▸ Data shown:
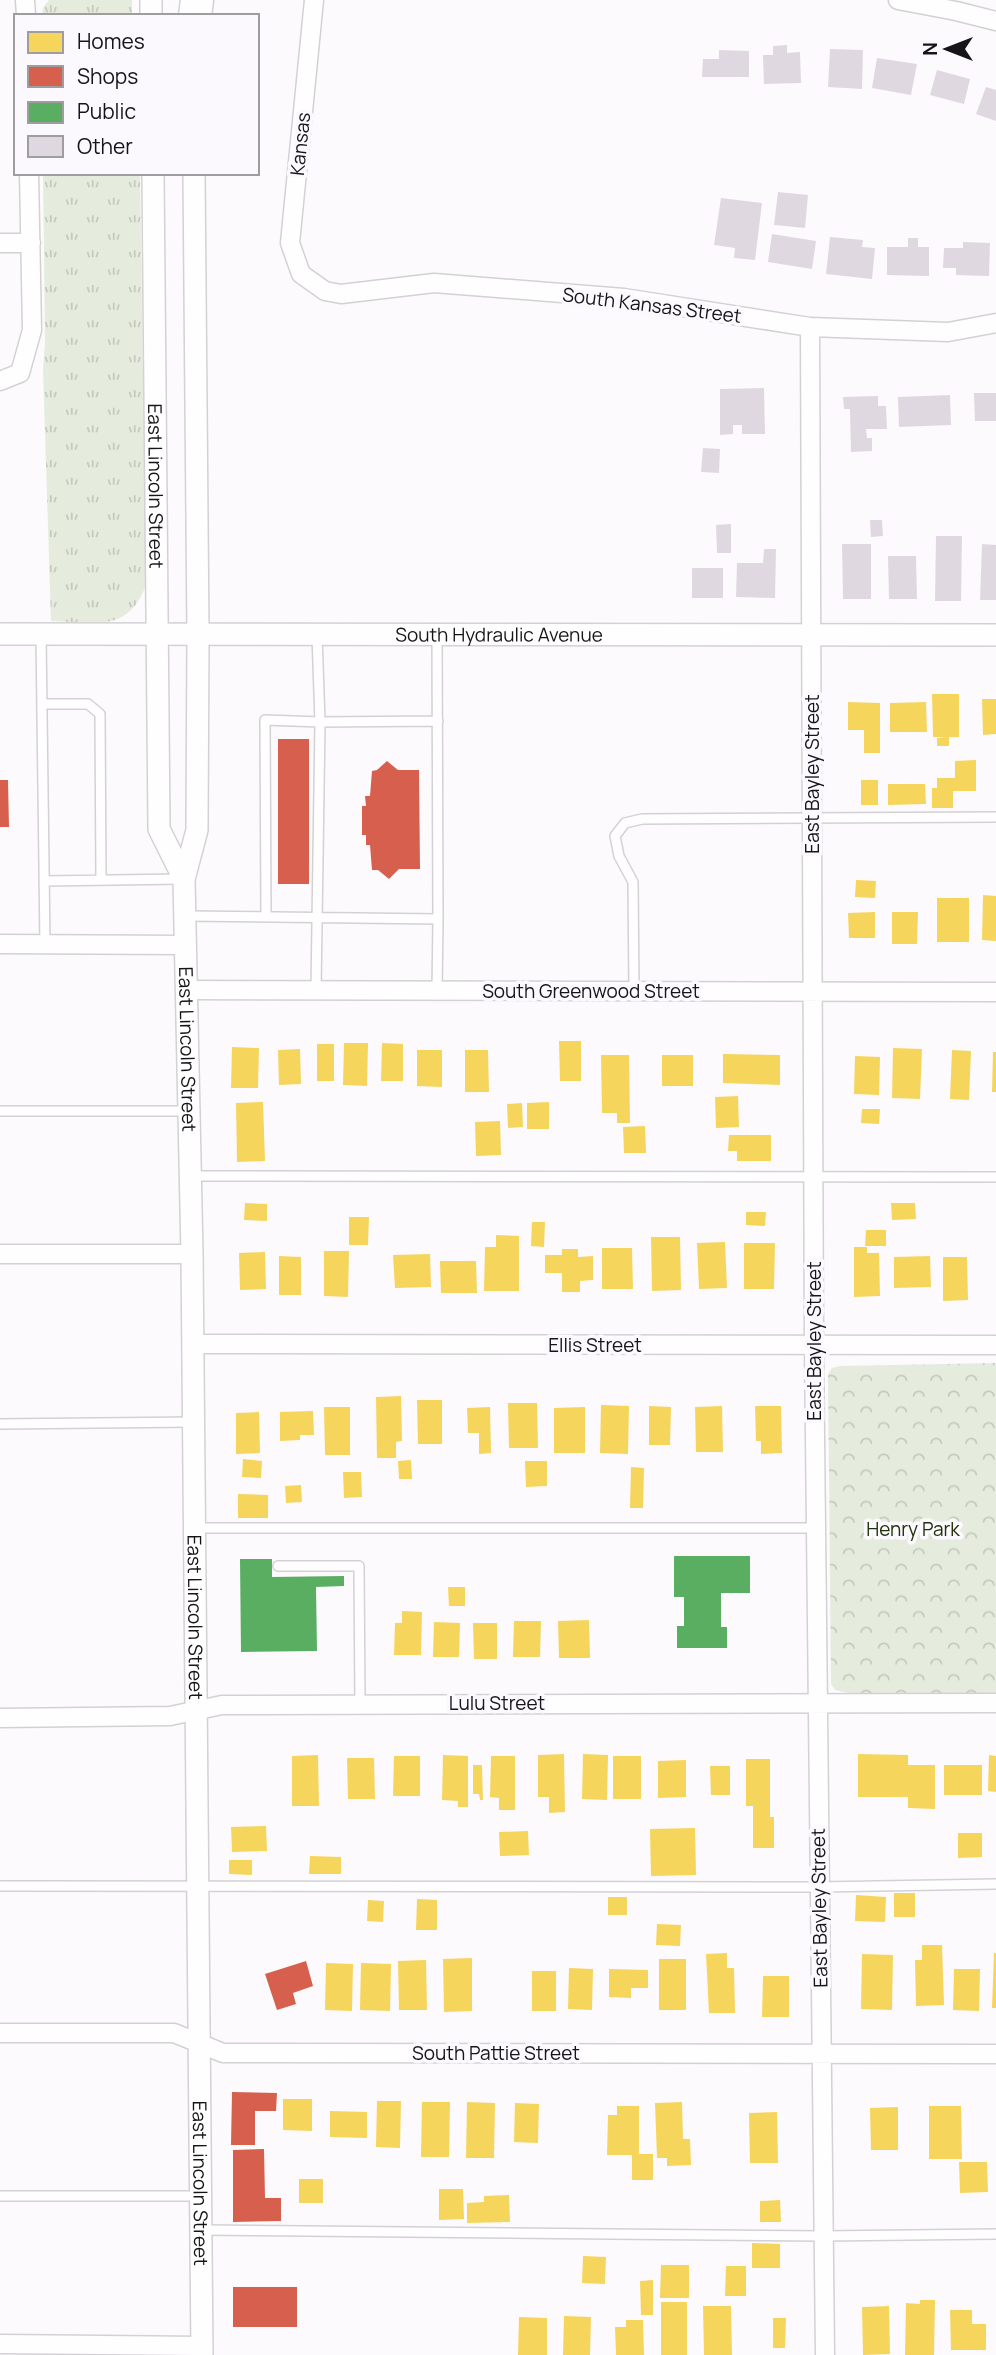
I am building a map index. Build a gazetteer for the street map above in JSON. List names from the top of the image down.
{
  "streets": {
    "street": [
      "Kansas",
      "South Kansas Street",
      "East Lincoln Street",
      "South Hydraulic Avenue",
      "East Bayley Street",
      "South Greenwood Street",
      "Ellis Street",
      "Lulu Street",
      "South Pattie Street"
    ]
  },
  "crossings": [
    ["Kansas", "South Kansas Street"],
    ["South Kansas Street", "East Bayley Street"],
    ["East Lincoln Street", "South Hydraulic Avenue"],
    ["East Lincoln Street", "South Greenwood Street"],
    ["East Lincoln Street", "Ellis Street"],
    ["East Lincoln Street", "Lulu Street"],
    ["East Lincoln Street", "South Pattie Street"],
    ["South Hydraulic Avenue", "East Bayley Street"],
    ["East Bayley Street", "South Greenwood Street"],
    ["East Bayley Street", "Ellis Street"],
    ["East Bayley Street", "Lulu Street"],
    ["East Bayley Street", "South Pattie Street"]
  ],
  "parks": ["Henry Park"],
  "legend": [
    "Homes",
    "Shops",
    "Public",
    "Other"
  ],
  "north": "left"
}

▸ Task to carry out: Copy each entry exactly as written. Images should not appear in the copy.

▸ The completed task:
I am building a map index. Build a gazetteer for the street map above in JSON. List names from the top of the image down.
{
  "streets": {
    "street": [
      "Kansas",
      "South Kansas Street",
      "East Lincoln Street",
      "South Hydraulic Avenue",
      "East Bayley Street",
      "South Greenwood Street",
      "Ellis Street",
      "Lulu Street",
      "South Pattie Street"
    ]
  },
  "crossings": [
    ["Kansas", "South Kansas Street"],
    ["South Kansas Street", "East Bayley Street"],
    ["East Lincoln Street", "South Hydraulic Avenue"],
    ["East Lincoln Street", "South Greenwood Street"],
    ["East Lincoln Street", "Ellis Street"],
    ["East Lincoln Street", "Lulu Street"],
    ["East Lincoln Street", "South Pattie Street"],
    ["South Hydraulic Avenue", "East Bayley Street"],
    ["East Bayley Street", "South Greenwood Street"],
    ["East Bayley Street", "Ellis Street"],
    ["East Bayley Street", "Lulu Street"],
    ["East Bayley Street", "South Pattie Street"]
  ],
  "parks": ["Henry Park"],
  "legend": [
    "Homes",
    "Shops",
    "Public",
    "Other"
  ],
  "north": "left"
}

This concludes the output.